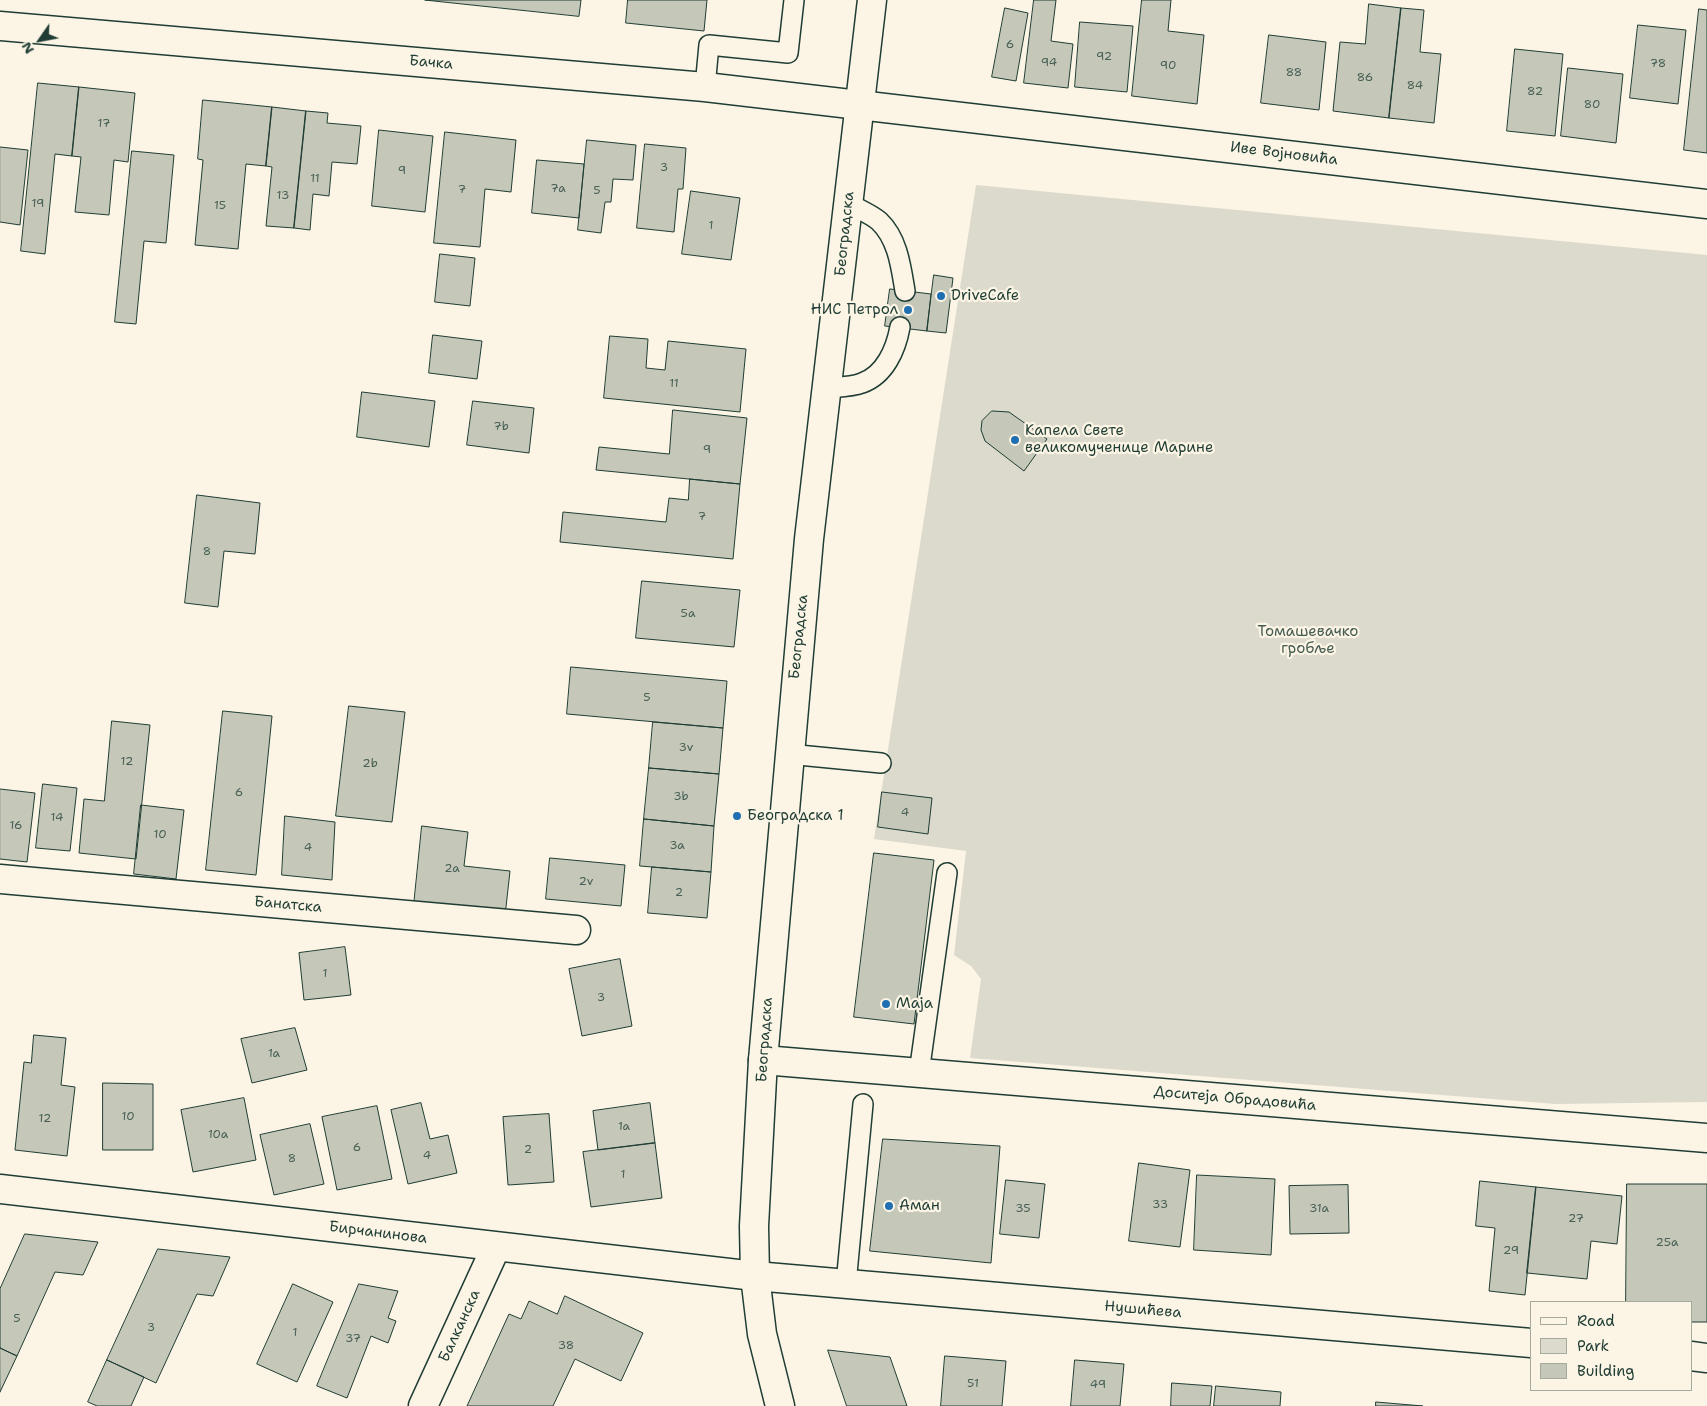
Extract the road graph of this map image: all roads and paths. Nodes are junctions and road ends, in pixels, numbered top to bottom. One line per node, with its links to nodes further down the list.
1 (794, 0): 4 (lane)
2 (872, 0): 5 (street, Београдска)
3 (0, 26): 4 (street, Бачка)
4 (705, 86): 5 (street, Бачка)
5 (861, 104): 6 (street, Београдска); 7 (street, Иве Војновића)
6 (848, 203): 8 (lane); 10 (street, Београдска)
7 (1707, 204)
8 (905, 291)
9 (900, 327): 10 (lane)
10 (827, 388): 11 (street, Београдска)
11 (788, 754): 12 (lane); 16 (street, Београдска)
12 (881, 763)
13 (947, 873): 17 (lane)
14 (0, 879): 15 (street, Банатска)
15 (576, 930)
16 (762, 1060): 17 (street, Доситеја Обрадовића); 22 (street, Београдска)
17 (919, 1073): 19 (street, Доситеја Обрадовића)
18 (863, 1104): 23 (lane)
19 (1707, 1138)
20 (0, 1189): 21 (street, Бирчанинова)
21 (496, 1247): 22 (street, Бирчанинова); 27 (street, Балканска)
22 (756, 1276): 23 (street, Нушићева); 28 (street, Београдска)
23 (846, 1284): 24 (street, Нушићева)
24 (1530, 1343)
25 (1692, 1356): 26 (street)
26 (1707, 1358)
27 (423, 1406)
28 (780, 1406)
********
#### What to do
Go through the lines above and write each one out verbatim, skipping the pictures.

#### Written answer
Extract the road graph of this map image: all roads and paths. Nodes are junctions and road ends, in pixels, numbered top to bottom. One line per node, with its links to nodes further down the list.
1 (794, 0): 4 (lane)
2 (872, 0): 5 (street, Београдска)
3 (0, 26): 4 (street, Бачка)
4 (705, 86): 5 (street, Бачка)
5 (861, 104): 6 (street, Београдска); 7 (street, Иве Војновића)
6 (848, 203): 8 (lane); 10 (street, Београдска)
7 (1707, 204)
8 (905, 291)
9 (900, 327): 10 (lane)
10 (827, 388): 11 (street, Београдска)
11 (788, 754): 12 (lane); 16 (street, Београдска)
12 (881, 763)
13 (947, 873): 17 (lane)
14 (0, 879): 15 (street, Банатска)
15 (576, 930)
16 (762, 1060): 17 (street, Доситеја Обрадовића); 22 (street, Београдска)
17 (919, 1073): 19 (street, Доситеја Обрадовића)
18 (863, 1104): 23 (lane)
19 (1707, 1138)
20 (0, 1189): 21 (street, Бирчанинова)
21 (496, 1247): 22 (street, Бирчанинова); 27 (street, Балканска)
22 (756, 1276): 23 (street, Нушићева); 28 (street, Београдска)
23 (846, 1284): 24 (street, Нушићева)
24 (1530, 1343)
25 (1692, 1356): 26 (street)
26 (1707, 1358)
27 (423, 1406)
28 (780, 1406)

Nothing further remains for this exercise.